▶ _Listed records_:
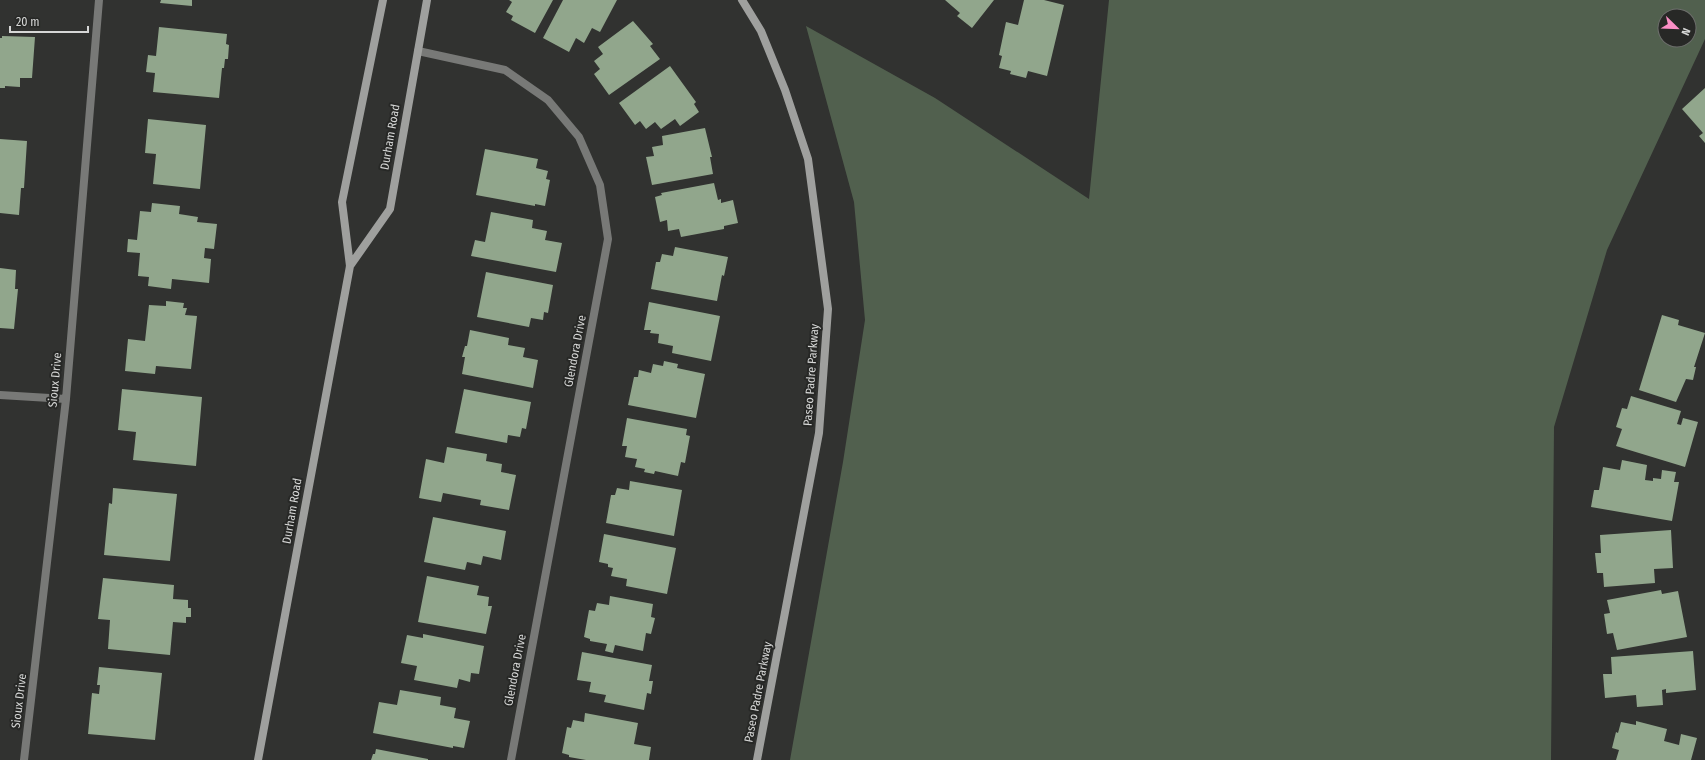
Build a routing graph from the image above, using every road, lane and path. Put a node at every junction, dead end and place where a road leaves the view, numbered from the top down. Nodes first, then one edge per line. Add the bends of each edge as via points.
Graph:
1 (99, 0) edge
2 (383, 0) edge
3 (427, 0) edge
4 (742, 0) edge
5 (418, 51) junction
6 (350, 266) junction
7 (0, 395) edge
8 (66, 399) junction
9 (24, 760) edge
10 (258, 760) edge
11 (511, 760) edge
12 (757, 760) edge

1 - 8 street, Sioux Drive
2 - 6 main road, Durham Road via 342,202
3 - 5 main road, Durham Road
4 - 12 main road, Paseo Padre Parkway via 761,31 785,90 808,159 828,309 819,434
5 - 6 main road, Durham Road via 390,209
5 - 11 street, Glendora Drive via 505,70 548,100 580,137 600,186 608,239
6 - 10 main road, Durham Road
7 - 8 street
8 - 9 street, Sioux Drive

▶ _Action item_: Without the pictures, retype the whole of the material above exactly.

▶ _Answer section_:
Build a routing graph from the image above, using every road, lane and path. Put a node at every junction, dead end and place where a road leaves the view, numbered from the top down. Nodes first, then one edge per line. Add the bends of each edge as via points.
Graph:
1 (99, 0) edge
2 (383, 0) edge
3 (427, 0) edge
4 (742, 0) edge
5 (418, 51) junction
6 (350, 266) junction
7 (0, 395) edge
8 (66, 399) junction
9 (24, 760) edge
10 (258, 760) edge
11 (511, 760) edge
12 (757, 760) edge

1 - 8 street, Sioux Drive
2 - 6 main road, Durham Road via 342,202
3 - 5 main road, Durham Road
4 - 12 main road, Paseo Padre Parkway via 761,31 785,90 808,159 828,309 819,434
5 - 6 main road, Durham Road via 390,209
5 - 11 street, Glendora Drive via 505,70 548,100 580,137 600,186 608,239
6 - 10 main road, Durham Road
7 - 8 street
8 - 9 street, Sioux Drive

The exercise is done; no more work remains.